Neural Networks - Everything you need to know (And some things that you would find interesting) : Part 1

#ml

#tutorial

1 year ago

If you like reading tech news or articles, you've probably come across the term neural networks at some point. People love throwing this term around and treat it like a black box with the ability to perform any task, but there is much more to it. In this post, I will give an intuitive and formal explanation of neural networks. This post talks about what neural networks are, not how they are trained or why they work so well. I will dissect those concepts in later posts.

P.S. If you have already studied neural networks, I would recommend FORGETTING whatever you have learned before reading this. It'll help you get a new perspective.

What exactly is a neural network?

Academics describe neural networks as a range of functions represented by directed acyclic graphs where vertices represent some kind of constrained functions, and edges represent the composition of those functions. This explanation is intuitively useless (although very important in a formal setting). When most people describe a neural network, they actually describe a fully connected neural network, which leads to confusion later on.

To answer the question of what exactly is a neural network, we take small steps

The first thing you need to know is that neural networks represent very complex functions (By complex, I mean the function is hard to mathematically model, I do not mean that it has an imaginary part), they take an input and give a corresponding output. Theoretically, there is no constraint on the dimensionality of the input or output.
The term network in neural networks points to the presence of an architecture. Every neural network is characterized by an architecture. The architecture of the neural network largely influences the nature of the function it represents. Every architecture is usually composed of multiple elementary and differentiable functions and their compositions.
A neural network with a given architecture represents a family of functions.
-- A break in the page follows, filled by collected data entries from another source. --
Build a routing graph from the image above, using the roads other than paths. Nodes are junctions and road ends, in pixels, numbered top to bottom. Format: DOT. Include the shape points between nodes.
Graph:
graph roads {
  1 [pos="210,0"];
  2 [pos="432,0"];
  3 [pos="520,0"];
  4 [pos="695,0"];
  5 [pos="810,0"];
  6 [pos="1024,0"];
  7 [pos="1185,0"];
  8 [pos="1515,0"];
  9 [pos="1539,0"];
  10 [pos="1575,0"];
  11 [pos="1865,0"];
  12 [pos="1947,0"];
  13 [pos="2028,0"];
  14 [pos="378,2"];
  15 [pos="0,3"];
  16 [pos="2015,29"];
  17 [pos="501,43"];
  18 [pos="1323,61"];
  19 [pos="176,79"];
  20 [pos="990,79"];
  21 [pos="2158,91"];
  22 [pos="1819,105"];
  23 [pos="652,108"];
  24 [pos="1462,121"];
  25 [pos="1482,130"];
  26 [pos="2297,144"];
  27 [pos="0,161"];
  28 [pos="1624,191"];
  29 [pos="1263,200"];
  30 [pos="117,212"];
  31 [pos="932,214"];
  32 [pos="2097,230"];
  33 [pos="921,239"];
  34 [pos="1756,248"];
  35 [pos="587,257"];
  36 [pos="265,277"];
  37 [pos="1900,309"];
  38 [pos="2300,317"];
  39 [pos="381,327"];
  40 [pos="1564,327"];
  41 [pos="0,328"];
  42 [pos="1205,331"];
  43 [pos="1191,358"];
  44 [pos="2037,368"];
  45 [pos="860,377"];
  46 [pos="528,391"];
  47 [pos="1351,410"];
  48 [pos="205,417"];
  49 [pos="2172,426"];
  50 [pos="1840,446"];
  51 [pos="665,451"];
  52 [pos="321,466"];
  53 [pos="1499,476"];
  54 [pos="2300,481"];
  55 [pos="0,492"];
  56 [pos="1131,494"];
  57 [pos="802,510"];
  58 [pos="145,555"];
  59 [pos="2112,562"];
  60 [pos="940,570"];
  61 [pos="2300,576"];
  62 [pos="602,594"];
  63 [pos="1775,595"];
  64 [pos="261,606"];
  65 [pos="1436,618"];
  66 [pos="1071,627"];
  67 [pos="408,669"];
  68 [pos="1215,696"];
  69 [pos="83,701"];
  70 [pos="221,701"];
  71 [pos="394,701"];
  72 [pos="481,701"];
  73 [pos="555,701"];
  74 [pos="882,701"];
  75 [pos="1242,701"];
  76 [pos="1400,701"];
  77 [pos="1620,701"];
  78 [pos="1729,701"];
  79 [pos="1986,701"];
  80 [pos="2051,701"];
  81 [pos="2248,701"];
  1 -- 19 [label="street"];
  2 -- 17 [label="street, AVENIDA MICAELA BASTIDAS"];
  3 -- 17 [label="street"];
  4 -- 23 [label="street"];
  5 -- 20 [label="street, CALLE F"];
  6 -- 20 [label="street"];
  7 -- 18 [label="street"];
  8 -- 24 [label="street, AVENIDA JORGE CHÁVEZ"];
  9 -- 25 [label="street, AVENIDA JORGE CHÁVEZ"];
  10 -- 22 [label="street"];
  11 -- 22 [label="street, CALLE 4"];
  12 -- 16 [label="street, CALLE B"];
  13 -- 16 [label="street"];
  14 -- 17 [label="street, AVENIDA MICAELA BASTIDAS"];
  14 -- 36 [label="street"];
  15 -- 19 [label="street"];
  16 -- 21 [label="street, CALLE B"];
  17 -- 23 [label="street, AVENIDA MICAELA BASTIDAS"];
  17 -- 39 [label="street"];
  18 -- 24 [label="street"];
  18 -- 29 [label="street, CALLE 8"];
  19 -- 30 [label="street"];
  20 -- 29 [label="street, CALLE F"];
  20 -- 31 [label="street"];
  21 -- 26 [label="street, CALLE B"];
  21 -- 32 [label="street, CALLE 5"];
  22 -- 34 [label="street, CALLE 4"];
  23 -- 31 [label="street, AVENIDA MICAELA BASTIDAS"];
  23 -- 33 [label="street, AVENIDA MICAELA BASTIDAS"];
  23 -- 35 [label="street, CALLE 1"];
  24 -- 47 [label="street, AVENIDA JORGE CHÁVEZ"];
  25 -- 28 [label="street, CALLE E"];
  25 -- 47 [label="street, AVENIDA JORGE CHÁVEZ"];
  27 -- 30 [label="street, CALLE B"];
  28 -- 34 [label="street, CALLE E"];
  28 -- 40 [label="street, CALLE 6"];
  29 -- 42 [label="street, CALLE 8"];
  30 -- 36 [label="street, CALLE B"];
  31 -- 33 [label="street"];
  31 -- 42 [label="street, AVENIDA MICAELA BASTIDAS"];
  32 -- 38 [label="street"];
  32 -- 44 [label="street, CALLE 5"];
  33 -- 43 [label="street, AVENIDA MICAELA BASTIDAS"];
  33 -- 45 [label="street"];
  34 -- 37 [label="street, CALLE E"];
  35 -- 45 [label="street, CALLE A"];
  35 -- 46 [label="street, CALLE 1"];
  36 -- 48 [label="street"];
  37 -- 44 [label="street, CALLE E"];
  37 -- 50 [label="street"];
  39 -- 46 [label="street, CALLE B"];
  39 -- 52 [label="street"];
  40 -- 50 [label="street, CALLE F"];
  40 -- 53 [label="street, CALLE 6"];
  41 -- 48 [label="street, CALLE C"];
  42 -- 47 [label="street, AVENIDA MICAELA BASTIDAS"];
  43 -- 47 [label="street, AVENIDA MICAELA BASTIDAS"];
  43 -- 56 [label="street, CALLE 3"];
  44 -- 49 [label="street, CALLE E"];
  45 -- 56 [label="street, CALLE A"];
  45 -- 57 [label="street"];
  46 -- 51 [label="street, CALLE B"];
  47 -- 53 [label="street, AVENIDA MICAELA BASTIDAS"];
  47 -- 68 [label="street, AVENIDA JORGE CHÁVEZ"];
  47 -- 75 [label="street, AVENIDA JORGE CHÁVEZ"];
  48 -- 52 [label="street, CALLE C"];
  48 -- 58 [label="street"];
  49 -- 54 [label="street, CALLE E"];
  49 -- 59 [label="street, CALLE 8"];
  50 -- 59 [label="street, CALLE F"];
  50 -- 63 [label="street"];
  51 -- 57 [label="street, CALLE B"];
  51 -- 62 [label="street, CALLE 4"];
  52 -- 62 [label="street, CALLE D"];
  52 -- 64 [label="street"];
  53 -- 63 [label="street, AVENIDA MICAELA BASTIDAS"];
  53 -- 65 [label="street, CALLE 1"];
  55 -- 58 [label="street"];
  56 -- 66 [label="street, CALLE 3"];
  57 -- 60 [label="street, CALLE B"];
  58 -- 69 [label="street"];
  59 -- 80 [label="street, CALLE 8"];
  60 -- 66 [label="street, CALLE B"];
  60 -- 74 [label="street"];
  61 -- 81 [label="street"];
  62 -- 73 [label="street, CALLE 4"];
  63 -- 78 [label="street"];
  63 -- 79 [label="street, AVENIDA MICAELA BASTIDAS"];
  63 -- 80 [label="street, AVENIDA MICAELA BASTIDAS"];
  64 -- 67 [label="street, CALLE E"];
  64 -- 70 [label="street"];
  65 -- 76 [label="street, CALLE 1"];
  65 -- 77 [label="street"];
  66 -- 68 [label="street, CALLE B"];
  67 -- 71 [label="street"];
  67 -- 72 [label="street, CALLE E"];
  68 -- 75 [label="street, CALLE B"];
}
This family of functions is usually parameterized by a continuous high-dimensional variable $\theta$ , and training usually consists of manipulating $\theta$ according to our needs.

For those who don't remember, a family of functions is a group or set of functions with a similar characteristic feature. For example, f(x) = $\theta$ x + 2 represents a family of functions. f(x) = x + 2 and f(x) = 2x + 2 are part of the same family. Here $\theta$ parameterizes the family and ties all the functions together (The similar characteristic feature I mentioned).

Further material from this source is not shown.